To me the likelihood of having bugs in manual (de)serilization via lists
et al. is higher than introducing bugs via copyfuncs. Or even
out/readfuncs, especially as we could easily add a bunch of
verifications to the latter by verifying field names in READ_*. Wether a
prepared statement fails because a copyfuncs hook failed, or whether
it's in the fdw itself doesn't seem to make that much of a difference.

> especially when there are other feasible ways to attack the
> readability problem.

Lets at least add a Value variant that can store strings that aren't
null terminated, that'd already make things a lot better. Right now you
need to reuse Const nodes and stuff a bytea in there or such.

But even then, that only works if you have a single flat datastructure
that doesn't have any pointers in it. copyObject() style copying can
easily cope with that, using a binary blob really can't.

As far as I can see you right now basically need to write code for
custom scans so that between planning and execution you unconditionally
1) create your internal data
2) serialize data,
3) unserialize data
4) use unserialized data

There's no way to stash data between 2 and 3 anywhere, even if there's
no need for the whole copying rigamarole because it was just a plain

If you look at the various *Scan, *Join etc. nodes we have in core, most
of them have a bunch of variable length data structures and pointers in
them. All that you can't sanely do for a custom scan node.

> copyObject needs to be a pretty self-contained operation with not a
> lot of external dependencies


> > [ ruminations about how to improve the system's extensibility ]
> Yeah, I've entertained similar thoughts in the past.  It's not very clear
> how we get there from here, though --- for instance, any fundamental
> change in the Node system would break so much code that it's unlikely
> anyone would thank us for it, even assuming we ever finished the
> conversion project.

How about adding a single 'ExtensibleNode' node type (inheriting from
Node as normal). Many of the switches over node types would gain one
additional entry for that, and do something like
    case T_ExtensibleNode:
        handler = LookupHandler((ExtensibleNode *) node)->extended_type, 
        if (handler)
             result = ((ExecInitNodeHandler *) handler)(node, estate, eflags);
        /* fall through to error */
        elog(ERROR, "unrecognized node type: %d", (int) nodeTag(node));

that should be doable one-by-one in many of these bigger
switches. There's obviously some limits where that's doable, but I don't
think it'd break much code?

How exactly to identify extended_type in a way that makes sense
e.g. between restarting pg, backends, primary/standby isn't trivial, but
I do think it should be doable.

> I'm also less than convinced that "I should be able to install major new
> features without touching the core code" is actually a sane or useful goal
> to have.

Yea, I have some doubts there as well. There's a lot of features though
which we really don't want in core, where some of the limitations of the
node system really do become problematic.

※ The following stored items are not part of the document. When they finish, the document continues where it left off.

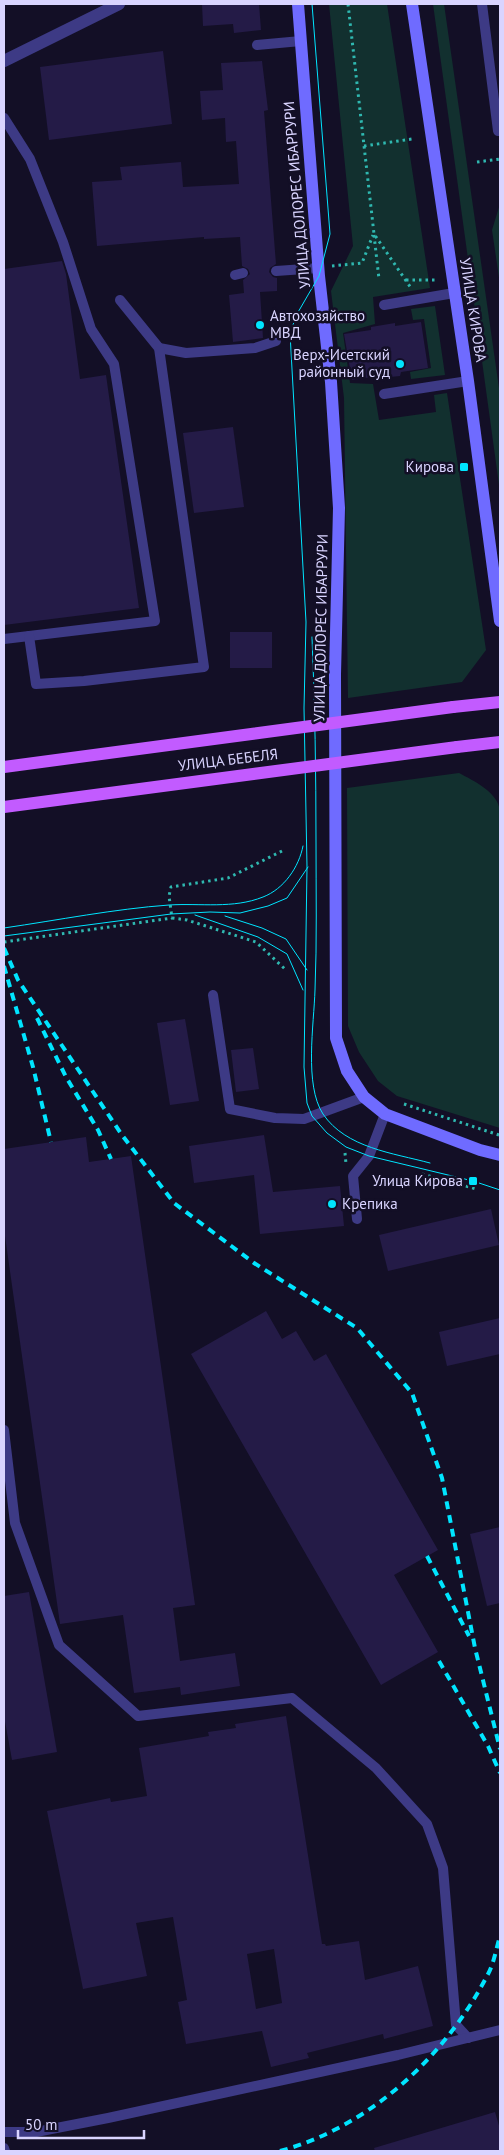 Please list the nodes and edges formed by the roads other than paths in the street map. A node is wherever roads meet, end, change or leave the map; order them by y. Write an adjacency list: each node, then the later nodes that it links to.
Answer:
1 (119, 4): 7 (street)
2 (298, 4): 5 (main road, УЛИЦА ДОЛОРЕС ИБАРРУРИ)
3 (412, 4): 12 (main road, УЛИЦА КИРОВА)
4 (482, 4): 9 (lane)
5 (301, 41): 6 (lane); 10 (main road, УЛИЦА ДОЛОРЕС ИБАРРУРИ)
6 (257, 45)
7 (4, 61)
8 (4, 118): 20 (lane)
9 (498, 131)
10 (319, 268): 11 (lane); 27 (main road, УЛИЦА ДОЛОРЕС ИБАРРУРИ)
11 (276, 271)
12 (454, 293): 14 (lane); 17 (main road, УЛИЦА КИРОВА)
13 (120, 300): 16 (lane)
14 (384, 305)
15 (276, 342): 16 (lane)
16 (159, 348): 20 (lane)
17 (468, 382): 18 (lane); 19 (main road, УЛИЦА КИРОВА)
18 (384, 394)
19 (500, 620)
20 (29, 636): 21 (lane)
21 (4, 639)
22 (500, 702): 24 (main road, УЛИЦА БЕБЕЛЯ, bridge)
23 (500, 742): 25 (main road, УЛИЦА БЕБЕЛЯ, bridge)
24 (4, 767)
25 (4, 807)
26 (213, 995): 27 (lane)
27 (364, 1097): 28 (main road, УЛИЦА ДОЛОРЕС ИБАРРУРИ)
28 (385, 1114): 29 (main road, УЛИЦА ДОЛОРЕС ИБАРРУРИ); 30 (lane)
29 (500, 1155)
30 (357, 1218)
31 (4, 1430): 33 (lane)
32 (500, 2030): 33 (lane)
33 (468, 2038): 34 (lane)
34 (4, 2132) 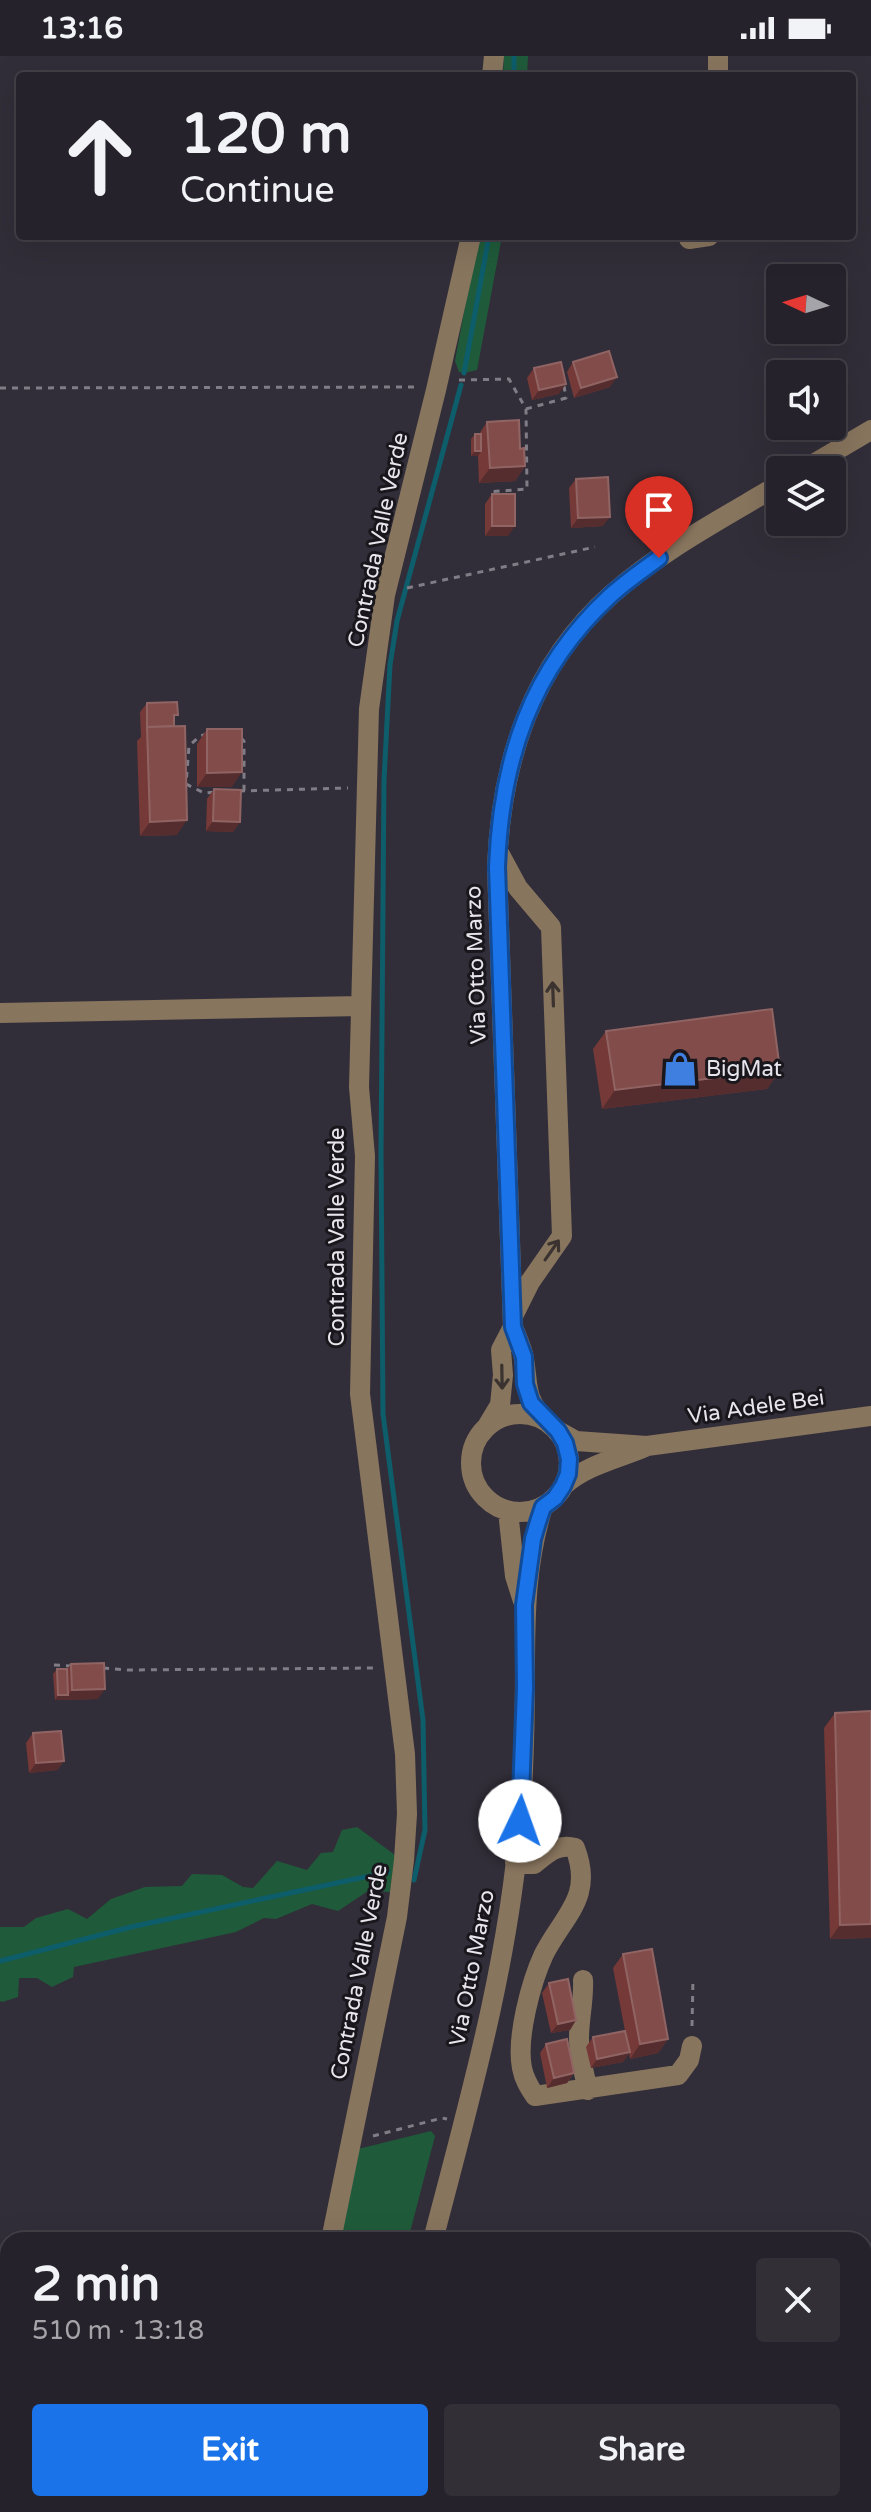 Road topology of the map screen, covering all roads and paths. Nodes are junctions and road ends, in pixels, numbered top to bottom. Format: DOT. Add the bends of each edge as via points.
graph roads {
  1 [pos="470,240"];
  2 [pos="461,380"];
  3 [pos="564,386"];
  4 [pos="0,388"];
  5 [pos="436,390"];
  6 [pos="526,409"];
  7 [pos="871,430"];
  8 [pos="827,456"];
  9 [pos="488,492"];
  10 [pos="766,492"];
  11 [pos="595,547"];
  12 [pos="415,588"];
  13 [pos="215,732"];
  14 [pos="235,734"];
  15 [pos="367,789"];
  16 [pos="230,791"];
  17 [pos="244,791"];
  18 [pos="217,792"];
  19 [pos="498,850"];
  20 [pos="361,1006"];
  21 [pos="0,1013"];
  22 [pos="513,1322"];
  23 [pos="871,1416"];
  24 [pos="488,1425"];
  25 [pos="551,1426"];
  26 [pos="647,1446"];
  27 [pos="563,1486"];
  28 [pos="543,1507"];
  29 [pos="508,1511"];
  30 [pos="524,1605"];
  31 [pos="54,1665"];
  32 [pos="83,1667"];
  33 [pos="97,1668"];
  34 [pos="395,1668"];
  35 [pos="515,1863"];
  36 [pos="693,1978"];
  37 [pos="583,1980"];
  38 [pos="692,2046"];
  39 [pos="588,2090"];
  40 [pos="463,2122"];
  41 [pos="350,2142"];
  42 [pos="333,2232"];
  43 [pos="435,2232"];
  1 -- 5 [label="street, Contrada Valle Verde"];
  2 -- 6 [label="path" via="509,379"];
  3 -- 6 [label="path" via="566,398"];
  4 -- 5 [label="path"];
  5 -- 15 [label="street, Contrada Valle Verde" via="383,610 369,709"];
  6 -- 9 [label="path" via="527,489"];
  7 -- 8 [label="street"];
  10 -- 19 [label="street, Via Otto Marzo" via="632,578 563,649 515,745 501,805"];
  11 -- 12 [label="path"];
  13 -- 18 [label="path" via="189,746 186,784 204,793"];
  14 -- 17 [label="path" via="244,741"];
  15 -- 17 [label="path"];
  15 -- 20 [label="street, Contrada Valle Verde"];
  16 -- 17 [label="path"];
  19 -- 22 [label="street, Via Otto Marzo"];
  22 -- 19 [label="street, one-way" via="530,1282 562,1236 551,927 518,888"];
  20 -- 21 [label="street"];
  20 -- 34 [label="street, Contrada Valle Verde" via="359,1087 365,1156 360,1394"];
  22 -- 24 [label="street, Via Otto Marzo, one-way" via="501,1350 500,1405"];
  22 -- 25 [label="street, Via Otto Marzo" via="531,1403"];
  23 -- 26 [label="street, Via Adele Bei"];
  24 -- 25 [label="street" via="529,1414"];
  24 -- 29 [label="street" via="470,1466 481,1494"];
  25 -- 26 [label="street" via="576,1441"];
  25 -- 27 [label="street" via="565,1443 569,1459"];
  26 -- 27 [label="street" via="592,1466"];
  27 -- 28 [label="street"];
  28 -- 29 [label="street"];
  28 -- 30 [label="street, Via Otto Marzo"];
  29 -- 30 [label="street, Via Otto Marzo" via="515,1576"];
  30 -- 35 [label="street, Via Otto Marzo" via="523,1780"];
  31 -- 32 [label="path"];
  33 -- 34 [label="path"];
  34 -- 41 [label="street, Contrada Valle Verde" via="407,1814 401,1892"];
  35 -- 39 [label="street" via="534,1864 565,1846 575,1848 580,1862 580,1894 538,1970 520,2051 526,2083 535,2096"];
  35 -- 40 [label="street, Via Otto Marzo" via="495,1986"];
  36 -- 38 [label="path"];
  37 -- 39 [label="street" via="579,2036"];
  38 -- 39 [label="street" via="678,2075"];
  40 -- 41 [label="path" via="442,2118"];
  40 -- 43 [label="street, Via Otto Marzo"];
  41 -- 42 [label="street, Contrada Valle Verde"];
} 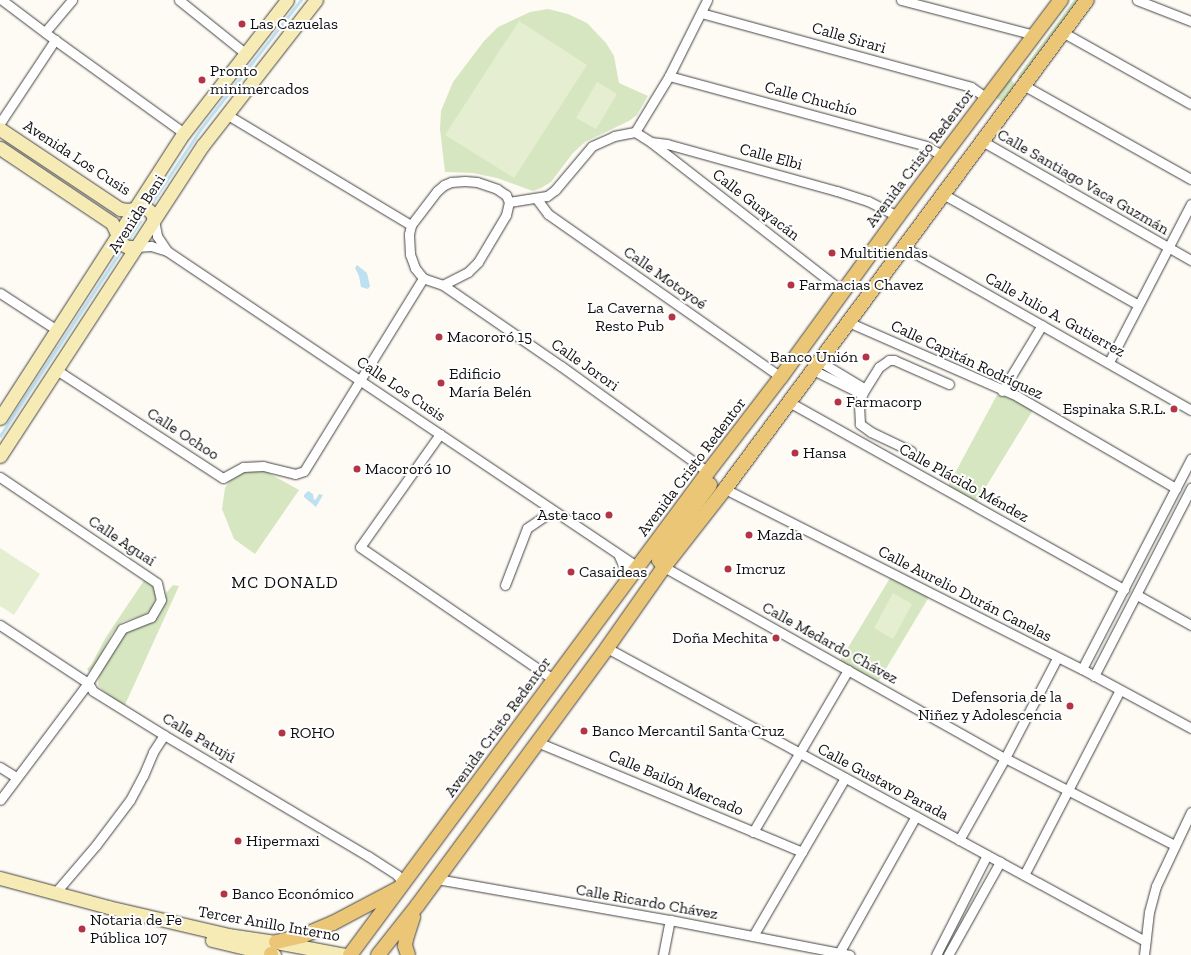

> As a concrete example, you mentioned the lack of extensibility of the
> bison parser, which is undoubtedly a blocking issue if you want a new
> feature that would require new SQL syntax.

While that's a problem, where I really don't have any good answer, I
also think in many cases it's primarily DDL, and primarily extending
existing DDL. By far the most things I've seen want to add informations
to tables and/or columns - and storage options actually kinda give you
that on the grammar level. We just don't allow you too sanely hook into
it, and there's a bunch of other pointless restrictions.